• Début du livre Résiliences Cicatrices Rébellion-Éd. L'harmattan- 2010

    Bilan du repérage du film Cicatrices : Résiliences

    Par Gabriel Gonnet, Réalisateur

    Choisir de travailler sur la résilience, entraîne à une propre réflexion sur soi-même, sur sa propre résilience pour peu que le concept de résilience puisse correspondre à un idéal du moi. J’ai bien peur que la poursuite de cet idéal, repousse loin l’aboutissement de ma réflexion personnelle.

    C’est pourquoi, j’éprouve aujourd’hui le besoin d’écrire et de tenter de fixer les premiers éléments de l’enquête sur laquelle je travaille depuis 2 ans.

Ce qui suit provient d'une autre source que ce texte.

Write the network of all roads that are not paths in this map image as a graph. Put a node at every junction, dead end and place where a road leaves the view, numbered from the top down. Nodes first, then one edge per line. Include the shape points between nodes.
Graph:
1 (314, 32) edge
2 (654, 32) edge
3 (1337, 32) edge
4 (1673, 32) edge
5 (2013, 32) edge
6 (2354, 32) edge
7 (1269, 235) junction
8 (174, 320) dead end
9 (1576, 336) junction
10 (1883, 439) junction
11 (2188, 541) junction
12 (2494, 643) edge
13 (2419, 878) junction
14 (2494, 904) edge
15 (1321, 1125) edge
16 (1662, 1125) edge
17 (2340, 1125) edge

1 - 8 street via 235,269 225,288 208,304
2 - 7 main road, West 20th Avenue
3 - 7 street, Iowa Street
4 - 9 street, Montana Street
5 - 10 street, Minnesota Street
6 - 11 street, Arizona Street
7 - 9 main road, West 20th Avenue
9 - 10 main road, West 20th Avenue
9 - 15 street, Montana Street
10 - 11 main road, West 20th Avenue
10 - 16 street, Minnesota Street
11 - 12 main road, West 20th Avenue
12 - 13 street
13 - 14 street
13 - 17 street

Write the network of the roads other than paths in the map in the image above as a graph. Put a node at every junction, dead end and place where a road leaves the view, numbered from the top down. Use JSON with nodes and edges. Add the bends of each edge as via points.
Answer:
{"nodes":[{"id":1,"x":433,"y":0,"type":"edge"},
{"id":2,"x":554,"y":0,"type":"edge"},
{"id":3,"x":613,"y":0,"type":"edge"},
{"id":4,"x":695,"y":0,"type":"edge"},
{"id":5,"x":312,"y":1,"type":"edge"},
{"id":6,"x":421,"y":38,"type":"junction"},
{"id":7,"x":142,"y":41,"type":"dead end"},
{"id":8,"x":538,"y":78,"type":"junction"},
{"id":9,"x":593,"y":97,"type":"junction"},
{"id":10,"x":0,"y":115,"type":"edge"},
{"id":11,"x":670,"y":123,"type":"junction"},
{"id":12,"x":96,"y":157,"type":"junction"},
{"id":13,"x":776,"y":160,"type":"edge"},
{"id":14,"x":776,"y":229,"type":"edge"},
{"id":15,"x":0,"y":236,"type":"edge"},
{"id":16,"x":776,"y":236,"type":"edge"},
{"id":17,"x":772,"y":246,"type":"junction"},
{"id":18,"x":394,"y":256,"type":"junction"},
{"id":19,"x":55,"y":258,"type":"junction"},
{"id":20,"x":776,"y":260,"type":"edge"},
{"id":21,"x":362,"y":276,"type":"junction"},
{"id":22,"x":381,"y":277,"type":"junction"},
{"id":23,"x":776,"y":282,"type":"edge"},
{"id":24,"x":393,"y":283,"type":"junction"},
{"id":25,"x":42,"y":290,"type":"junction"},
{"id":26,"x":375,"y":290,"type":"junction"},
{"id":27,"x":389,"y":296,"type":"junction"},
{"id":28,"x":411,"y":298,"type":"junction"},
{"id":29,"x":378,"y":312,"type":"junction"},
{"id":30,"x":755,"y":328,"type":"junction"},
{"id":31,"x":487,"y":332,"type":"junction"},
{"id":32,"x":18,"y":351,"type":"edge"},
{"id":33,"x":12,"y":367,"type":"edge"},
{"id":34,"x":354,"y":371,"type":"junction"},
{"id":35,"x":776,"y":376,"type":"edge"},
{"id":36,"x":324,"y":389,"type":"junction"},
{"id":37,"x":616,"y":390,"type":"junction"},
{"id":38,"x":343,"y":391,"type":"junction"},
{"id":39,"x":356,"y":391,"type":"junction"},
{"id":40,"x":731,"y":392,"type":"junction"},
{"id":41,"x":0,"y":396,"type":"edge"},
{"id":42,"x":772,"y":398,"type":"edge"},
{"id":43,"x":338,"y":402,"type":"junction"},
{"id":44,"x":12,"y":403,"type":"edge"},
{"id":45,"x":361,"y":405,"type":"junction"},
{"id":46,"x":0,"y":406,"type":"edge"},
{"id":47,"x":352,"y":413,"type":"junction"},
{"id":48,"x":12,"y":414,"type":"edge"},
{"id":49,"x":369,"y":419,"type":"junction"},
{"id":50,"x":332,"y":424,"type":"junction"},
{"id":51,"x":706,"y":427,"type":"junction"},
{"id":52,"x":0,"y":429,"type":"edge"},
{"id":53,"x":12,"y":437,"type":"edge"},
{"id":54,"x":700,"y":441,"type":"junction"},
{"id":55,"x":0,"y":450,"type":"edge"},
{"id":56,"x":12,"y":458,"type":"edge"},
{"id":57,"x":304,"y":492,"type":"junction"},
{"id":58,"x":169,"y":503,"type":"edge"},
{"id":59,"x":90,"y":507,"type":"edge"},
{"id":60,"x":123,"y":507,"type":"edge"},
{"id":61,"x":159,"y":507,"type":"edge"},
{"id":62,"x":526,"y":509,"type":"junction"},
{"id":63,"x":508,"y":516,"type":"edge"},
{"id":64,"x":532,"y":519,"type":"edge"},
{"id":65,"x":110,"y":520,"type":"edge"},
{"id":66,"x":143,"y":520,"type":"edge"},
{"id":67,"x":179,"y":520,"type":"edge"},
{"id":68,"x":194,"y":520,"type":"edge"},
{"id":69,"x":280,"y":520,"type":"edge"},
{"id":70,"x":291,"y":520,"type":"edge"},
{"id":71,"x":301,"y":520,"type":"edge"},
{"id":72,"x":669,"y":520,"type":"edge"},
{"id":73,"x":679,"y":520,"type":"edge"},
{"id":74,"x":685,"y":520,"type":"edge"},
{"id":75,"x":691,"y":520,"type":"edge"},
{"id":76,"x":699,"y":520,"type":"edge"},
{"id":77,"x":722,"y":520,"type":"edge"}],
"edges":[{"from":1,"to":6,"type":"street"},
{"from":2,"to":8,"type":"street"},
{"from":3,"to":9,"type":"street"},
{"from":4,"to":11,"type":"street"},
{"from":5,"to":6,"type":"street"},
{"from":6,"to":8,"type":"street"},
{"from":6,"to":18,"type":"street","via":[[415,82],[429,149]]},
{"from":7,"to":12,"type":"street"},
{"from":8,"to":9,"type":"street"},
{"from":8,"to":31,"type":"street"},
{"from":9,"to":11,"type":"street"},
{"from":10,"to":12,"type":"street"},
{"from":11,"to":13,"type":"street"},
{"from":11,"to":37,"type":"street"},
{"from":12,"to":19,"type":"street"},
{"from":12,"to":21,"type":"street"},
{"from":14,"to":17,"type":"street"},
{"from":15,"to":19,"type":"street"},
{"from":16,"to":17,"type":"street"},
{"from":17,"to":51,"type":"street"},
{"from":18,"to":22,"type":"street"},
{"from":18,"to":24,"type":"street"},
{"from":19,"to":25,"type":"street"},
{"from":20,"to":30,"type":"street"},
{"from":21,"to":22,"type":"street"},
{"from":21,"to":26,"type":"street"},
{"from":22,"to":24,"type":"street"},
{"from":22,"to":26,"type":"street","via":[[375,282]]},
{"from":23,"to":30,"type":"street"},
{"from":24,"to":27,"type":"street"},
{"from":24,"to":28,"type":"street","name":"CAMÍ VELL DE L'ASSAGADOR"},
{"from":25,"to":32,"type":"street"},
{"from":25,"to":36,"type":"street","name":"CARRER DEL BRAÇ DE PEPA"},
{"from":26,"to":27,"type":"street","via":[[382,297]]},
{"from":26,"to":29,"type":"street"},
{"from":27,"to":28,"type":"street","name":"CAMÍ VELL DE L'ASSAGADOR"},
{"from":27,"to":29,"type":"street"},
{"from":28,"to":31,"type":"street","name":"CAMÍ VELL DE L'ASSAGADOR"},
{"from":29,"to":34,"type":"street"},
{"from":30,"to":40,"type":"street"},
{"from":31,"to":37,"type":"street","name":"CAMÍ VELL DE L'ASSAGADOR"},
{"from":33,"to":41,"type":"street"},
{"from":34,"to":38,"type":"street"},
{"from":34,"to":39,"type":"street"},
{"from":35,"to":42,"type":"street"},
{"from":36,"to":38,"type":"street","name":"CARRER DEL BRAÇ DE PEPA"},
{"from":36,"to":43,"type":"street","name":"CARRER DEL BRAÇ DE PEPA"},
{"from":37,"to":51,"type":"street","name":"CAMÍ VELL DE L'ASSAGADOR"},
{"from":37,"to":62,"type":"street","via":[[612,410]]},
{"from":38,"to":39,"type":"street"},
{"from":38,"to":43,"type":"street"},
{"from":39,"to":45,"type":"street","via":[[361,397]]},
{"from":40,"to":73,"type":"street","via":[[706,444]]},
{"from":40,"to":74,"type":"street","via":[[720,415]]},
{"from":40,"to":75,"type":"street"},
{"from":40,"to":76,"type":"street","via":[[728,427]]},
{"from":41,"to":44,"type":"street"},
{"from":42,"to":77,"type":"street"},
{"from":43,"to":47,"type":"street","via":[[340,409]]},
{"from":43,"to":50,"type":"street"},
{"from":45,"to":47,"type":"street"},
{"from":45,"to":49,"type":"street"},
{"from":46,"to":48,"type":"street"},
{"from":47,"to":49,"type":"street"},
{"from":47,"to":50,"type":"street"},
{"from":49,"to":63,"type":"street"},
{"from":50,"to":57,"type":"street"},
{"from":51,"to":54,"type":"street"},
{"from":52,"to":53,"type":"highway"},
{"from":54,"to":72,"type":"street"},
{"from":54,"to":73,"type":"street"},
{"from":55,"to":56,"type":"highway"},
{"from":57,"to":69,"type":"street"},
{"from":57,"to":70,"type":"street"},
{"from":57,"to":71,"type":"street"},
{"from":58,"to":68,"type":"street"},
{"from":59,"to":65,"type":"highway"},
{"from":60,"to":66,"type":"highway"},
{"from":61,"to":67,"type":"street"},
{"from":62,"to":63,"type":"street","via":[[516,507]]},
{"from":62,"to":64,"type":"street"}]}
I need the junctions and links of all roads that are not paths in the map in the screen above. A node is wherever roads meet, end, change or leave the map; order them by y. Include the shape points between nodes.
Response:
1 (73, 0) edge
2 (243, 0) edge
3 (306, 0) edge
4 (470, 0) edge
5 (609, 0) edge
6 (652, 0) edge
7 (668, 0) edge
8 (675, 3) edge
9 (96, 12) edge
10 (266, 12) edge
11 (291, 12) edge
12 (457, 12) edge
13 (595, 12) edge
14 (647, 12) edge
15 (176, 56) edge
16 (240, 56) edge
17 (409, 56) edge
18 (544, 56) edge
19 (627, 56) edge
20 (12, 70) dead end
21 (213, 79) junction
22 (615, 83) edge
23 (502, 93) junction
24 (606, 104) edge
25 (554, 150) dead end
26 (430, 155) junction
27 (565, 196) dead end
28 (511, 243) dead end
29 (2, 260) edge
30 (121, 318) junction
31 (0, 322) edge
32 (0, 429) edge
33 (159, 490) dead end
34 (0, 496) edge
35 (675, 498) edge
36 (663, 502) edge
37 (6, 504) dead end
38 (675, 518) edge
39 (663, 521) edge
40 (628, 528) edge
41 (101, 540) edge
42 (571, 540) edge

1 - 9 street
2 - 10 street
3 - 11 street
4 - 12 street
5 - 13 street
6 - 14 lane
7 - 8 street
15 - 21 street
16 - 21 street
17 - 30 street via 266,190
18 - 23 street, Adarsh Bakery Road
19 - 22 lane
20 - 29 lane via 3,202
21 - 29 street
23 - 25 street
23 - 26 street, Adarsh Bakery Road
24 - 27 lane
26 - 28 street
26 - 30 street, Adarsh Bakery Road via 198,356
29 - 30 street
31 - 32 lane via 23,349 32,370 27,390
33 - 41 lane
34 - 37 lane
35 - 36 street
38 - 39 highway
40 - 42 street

    Une des première conclusions de cette enquête sera d’envisager la résilience comme un processus, une attitude, plutôt que comme un état qu’il s’agit à tout prix de conquérir.

    Parmi les témoins et les expériences que j’ai pu rencontrer, certains ignorent le terme de résilience et d’autres seraient tuteurs de résilience sans le savoir, d’autres encore ont eu à un moment de leur vie une intuition qui apparaît aujourd’hui pour les observateurs comme un facteur de résilience.

    L’enquête nous mène donc en terres inconnues où nous vérifions des hypothèses, où nous devenons nous-mêmes chercheurs… L’enquête devient donc en elle-même un sujet possible pour le film, une source d’inspiration.

    Ce voyage à travers des personnages du monde de la résilience qui ont d’une façon ou d’une autre rebondi, révèle les capacités insoupçonnées des ressources de l’être humain. Ce sont des leçons de vie, leçons originales qui n’appartiennent qu’à ceux qui les ont vécues.

    Nous sommes dans le champ de la narration, nous entrons dans le pays des émotions où les larmes vont côtoyer le rire, où, à côté de la violence et de l’indifférence, vont se trouver l’empathie et l’affection qui vont sauver !

    Beaucoup de résilients, après avoir vécu les événements les plus horribles que l’on puisse imaginer, ont cette expression : « J’ai eu de la chance ! ». Ce qui ne manque pas de provoquer quelque surprise chez leur interlocuteur. 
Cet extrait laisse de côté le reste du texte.